[ABOUT THIS TASK]
Only lines holding "road" are wanted; copy each of them from the records below.

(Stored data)

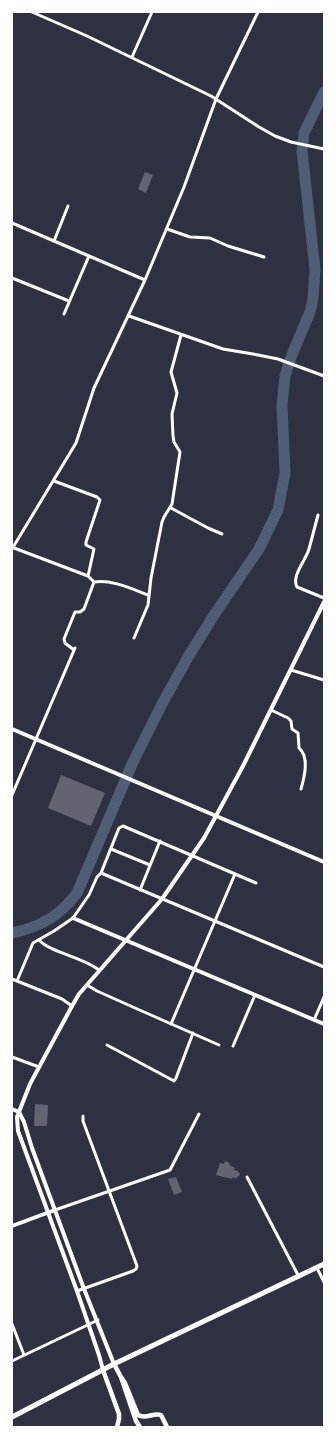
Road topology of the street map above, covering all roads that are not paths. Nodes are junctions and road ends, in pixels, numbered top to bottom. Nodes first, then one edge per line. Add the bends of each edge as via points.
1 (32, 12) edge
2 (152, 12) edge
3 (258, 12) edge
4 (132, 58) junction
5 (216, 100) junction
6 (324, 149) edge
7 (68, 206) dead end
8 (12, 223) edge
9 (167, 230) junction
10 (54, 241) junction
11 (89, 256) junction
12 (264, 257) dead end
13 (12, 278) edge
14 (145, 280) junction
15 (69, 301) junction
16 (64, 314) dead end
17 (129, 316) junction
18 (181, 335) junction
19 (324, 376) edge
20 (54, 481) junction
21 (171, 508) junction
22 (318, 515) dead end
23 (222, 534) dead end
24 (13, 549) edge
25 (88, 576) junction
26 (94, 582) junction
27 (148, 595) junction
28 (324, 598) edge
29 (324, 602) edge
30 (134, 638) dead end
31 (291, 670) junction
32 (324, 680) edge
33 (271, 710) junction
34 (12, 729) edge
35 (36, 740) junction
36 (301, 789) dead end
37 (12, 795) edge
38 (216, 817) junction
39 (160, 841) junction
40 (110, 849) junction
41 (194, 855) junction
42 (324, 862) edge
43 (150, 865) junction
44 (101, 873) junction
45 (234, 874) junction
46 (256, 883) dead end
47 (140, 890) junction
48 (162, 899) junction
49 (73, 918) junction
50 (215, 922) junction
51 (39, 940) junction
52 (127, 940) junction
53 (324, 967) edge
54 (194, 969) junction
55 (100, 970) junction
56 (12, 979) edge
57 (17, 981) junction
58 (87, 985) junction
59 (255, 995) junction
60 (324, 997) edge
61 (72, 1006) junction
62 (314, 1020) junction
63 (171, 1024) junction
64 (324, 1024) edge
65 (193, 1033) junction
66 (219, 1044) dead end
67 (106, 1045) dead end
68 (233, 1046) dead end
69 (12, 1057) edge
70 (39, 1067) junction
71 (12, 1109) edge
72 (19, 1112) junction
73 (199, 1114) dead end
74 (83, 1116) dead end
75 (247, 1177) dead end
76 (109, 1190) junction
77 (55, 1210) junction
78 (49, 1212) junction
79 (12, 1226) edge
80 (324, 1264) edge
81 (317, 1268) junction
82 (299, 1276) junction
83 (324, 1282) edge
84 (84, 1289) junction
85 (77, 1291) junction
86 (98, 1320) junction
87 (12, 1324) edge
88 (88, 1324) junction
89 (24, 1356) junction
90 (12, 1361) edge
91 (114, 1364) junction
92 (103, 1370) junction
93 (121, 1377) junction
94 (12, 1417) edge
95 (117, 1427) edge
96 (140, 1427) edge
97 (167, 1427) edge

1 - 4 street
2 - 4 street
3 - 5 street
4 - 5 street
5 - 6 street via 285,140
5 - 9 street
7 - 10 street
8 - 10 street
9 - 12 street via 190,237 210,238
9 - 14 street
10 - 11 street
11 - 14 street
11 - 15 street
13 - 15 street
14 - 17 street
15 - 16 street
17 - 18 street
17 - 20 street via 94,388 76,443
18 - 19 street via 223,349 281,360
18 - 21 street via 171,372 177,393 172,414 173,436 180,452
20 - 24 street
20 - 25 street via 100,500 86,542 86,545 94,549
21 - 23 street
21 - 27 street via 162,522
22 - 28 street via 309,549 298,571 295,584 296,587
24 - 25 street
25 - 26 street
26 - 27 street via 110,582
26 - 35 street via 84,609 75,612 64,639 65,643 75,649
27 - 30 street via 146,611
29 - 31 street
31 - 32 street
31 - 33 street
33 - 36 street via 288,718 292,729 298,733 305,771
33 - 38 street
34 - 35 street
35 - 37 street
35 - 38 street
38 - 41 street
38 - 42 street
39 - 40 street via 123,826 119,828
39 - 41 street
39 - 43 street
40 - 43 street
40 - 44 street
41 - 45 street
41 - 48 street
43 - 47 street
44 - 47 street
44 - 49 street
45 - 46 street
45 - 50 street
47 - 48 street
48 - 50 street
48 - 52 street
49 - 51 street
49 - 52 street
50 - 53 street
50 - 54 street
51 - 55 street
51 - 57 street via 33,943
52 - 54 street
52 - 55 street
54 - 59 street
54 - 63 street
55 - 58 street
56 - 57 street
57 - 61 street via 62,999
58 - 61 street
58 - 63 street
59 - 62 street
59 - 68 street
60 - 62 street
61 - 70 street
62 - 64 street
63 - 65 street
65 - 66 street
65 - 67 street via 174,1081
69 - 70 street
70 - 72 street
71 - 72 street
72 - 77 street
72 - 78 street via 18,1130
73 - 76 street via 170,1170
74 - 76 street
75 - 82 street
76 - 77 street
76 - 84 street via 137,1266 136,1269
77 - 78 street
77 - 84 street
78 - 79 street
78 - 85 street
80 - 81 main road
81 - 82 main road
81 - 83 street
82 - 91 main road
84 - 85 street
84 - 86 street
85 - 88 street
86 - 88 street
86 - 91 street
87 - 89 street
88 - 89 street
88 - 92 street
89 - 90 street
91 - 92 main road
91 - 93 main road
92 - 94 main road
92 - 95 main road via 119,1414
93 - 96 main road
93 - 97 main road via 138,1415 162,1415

[RESPONSE TO THE TASK]
Road topology of the street map above, covering all roads that are not paths. Nodes are junctions and road ends, in pixels, numbered top to bottom. Nodes first, then one edge per line. Add the bends of each edge as via points.
80 - 81 main road
81 - 82 main road
82 - 91 main road
91 - 92 main road
91 - 93 main road
92 - 94 main road
92 - 95 main road via 119,1414
93 - 96 main road
93 - 97 main road via 138,1415 162,1415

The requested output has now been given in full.